- Born: August 1, 1869 Trinidad, British West Indies
- Died: 1939 (aged 69–70)
- Education: Cornell University University of Pennsylvania School of Veterinary Medicine
- Occupation: Veterinarian

= Augustus Nathaniel Lushington =

First African American to earn Veterinarian degree (1869–1939)

August Nathaniel Lushington (August 1, 1869 – 1939) became the first African American to earn a Doctor of Veterinary Medicine from the University of Pennsylvania School of Veterinary Medicine in 1897. He practiced about two years in Philadelphia and worked as an instructor in Veterinary Sanitation and Hygiene at Bell Mead Industrial and Agricultural College at Rock Castle, West Virginia. Later, he practiced for much of his career in segregated Lynchburg, Virginia. He had memberships in the statistical reporter to the Bureau of Animal Industry, the United States Department of Agriculture, and the Lychburg Chamber of Commerce.

== College education ==

His college education started when he married his wife Elizabeth Hubert from Antigua.

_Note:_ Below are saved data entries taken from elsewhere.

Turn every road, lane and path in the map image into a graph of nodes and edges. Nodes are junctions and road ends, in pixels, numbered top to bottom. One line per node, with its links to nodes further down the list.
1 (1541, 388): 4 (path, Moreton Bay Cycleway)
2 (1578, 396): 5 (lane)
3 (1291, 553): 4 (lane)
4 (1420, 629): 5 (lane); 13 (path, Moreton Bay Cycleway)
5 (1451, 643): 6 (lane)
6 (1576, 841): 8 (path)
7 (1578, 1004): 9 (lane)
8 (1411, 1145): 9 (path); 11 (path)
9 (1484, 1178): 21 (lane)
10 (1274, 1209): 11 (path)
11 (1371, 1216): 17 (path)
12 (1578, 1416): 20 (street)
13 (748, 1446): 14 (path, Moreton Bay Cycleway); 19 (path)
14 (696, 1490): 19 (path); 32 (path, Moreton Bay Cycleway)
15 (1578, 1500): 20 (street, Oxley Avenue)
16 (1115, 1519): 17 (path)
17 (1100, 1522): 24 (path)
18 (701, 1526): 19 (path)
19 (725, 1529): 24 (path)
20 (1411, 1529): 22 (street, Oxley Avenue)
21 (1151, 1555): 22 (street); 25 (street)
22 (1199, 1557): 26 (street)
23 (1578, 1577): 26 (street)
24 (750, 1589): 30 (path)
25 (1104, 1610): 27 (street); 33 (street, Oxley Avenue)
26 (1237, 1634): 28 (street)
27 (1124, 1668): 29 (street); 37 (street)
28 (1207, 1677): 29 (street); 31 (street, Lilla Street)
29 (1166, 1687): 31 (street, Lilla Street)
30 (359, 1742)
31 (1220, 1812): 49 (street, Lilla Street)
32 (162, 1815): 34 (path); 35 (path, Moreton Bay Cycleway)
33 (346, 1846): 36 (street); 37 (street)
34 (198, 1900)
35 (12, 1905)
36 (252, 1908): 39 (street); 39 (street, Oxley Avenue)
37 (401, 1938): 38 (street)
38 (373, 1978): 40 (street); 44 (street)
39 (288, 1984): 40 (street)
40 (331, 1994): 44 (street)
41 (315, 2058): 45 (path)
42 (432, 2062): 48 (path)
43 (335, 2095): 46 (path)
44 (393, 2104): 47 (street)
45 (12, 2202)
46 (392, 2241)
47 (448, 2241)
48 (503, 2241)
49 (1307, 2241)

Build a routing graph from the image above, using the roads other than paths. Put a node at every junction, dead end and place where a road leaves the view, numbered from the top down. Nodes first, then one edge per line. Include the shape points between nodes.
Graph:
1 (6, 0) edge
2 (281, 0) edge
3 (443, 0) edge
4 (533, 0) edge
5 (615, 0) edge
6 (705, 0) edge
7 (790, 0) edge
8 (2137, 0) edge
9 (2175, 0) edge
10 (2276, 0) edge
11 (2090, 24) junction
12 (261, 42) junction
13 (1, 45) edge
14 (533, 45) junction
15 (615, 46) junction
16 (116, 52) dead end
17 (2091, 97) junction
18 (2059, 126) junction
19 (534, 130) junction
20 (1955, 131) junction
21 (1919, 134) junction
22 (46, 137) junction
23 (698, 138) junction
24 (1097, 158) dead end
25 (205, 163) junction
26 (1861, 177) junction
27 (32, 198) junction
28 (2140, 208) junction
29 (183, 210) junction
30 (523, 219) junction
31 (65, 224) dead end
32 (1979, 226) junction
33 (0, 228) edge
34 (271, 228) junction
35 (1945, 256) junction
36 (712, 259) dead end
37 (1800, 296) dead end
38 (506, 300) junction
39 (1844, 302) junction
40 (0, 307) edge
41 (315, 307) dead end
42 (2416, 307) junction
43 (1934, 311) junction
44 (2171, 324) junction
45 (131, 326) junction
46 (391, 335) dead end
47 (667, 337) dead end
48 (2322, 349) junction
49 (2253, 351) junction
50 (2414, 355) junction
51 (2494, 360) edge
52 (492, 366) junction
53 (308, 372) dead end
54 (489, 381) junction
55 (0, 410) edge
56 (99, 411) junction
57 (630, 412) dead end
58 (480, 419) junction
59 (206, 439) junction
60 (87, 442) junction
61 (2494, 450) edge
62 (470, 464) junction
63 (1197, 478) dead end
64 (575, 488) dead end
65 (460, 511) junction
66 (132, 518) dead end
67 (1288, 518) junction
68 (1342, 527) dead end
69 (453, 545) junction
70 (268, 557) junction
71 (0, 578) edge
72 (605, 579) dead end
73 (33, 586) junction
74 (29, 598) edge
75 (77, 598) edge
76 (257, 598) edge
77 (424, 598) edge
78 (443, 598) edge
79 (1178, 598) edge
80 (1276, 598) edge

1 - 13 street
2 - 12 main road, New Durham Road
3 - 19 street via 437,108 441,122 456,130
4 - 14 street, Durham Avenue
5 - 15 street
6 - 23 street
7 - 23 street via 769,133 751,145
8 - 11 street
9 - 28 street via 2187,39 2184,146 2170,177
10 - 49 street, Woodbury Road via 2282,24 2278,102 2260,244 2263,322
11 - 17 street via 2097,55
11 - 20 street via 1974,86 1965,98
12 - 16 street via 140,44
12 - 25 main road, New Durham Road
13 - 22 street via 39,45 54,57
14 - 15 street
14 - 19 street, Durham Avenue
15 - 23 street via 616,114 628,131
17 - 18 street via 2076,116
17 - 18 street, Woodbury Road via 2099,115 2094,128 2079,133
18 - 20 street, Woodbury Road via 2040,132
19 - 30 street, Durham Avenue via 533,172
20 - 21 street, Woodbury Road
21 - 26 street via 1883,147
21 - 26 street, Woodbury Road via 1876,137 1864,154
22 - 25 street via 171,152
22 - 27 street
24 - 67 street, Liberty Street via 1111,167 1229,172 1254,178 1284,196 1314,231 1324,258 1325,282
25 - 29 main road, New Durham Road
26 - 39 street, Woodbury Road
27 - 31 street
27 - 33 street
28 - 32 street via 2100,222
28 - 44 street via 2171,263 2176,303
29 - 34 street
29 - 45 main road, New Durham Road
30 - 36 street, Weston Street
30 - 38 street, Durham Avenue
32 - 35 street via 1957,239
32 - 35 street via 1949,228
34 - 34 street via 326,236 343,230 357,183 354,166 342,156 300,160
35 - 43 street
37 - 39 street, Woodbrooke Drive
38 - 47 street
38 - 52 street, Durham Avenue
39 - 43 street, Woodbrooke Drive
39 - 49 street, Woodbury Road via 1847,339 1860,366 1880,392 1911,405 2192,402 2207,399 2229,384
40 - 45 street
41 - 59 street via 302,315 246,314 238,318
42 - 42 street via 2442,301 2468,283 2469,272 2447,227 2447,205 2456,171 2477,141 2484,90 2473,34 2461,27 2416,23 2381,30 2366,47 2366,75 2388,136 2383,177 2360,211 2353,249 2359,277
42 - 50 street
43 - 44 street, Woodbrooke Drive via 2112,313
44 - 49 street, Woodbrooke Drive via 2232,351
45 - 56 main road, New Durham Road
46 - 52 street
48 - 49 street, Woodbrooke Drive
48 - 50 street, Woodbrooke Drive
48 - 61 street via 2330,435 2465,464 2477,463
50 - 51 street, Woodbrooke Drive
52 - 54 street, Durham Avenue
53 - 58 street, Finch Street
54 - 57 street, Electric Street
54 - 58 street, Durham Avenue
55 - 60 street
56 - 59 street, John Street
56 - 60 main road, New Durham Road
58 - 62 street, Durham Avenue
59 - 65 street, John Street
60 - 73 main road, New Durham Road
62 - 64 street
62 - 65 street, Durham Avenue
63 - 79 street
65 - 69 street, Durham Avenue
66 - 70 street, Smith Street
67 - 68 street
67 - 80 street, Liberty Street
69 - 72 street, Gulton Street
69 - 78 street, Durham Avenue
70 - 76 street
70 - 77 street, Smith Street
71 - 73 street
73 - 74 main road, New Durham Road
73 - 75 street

Her West Indian friends helped Augustus enroll in Cornell University to study Agriculture. He graduated with a degree in Agriculture in 1894.

Since there was no work for him at the time he left the West Indies, he migrated to the United States. He graduated in three years from the University of Pennsylvania veterinary school. He was the only African American to graduate from the university. His portrait hangs at the main entrance of the Rosenthal building.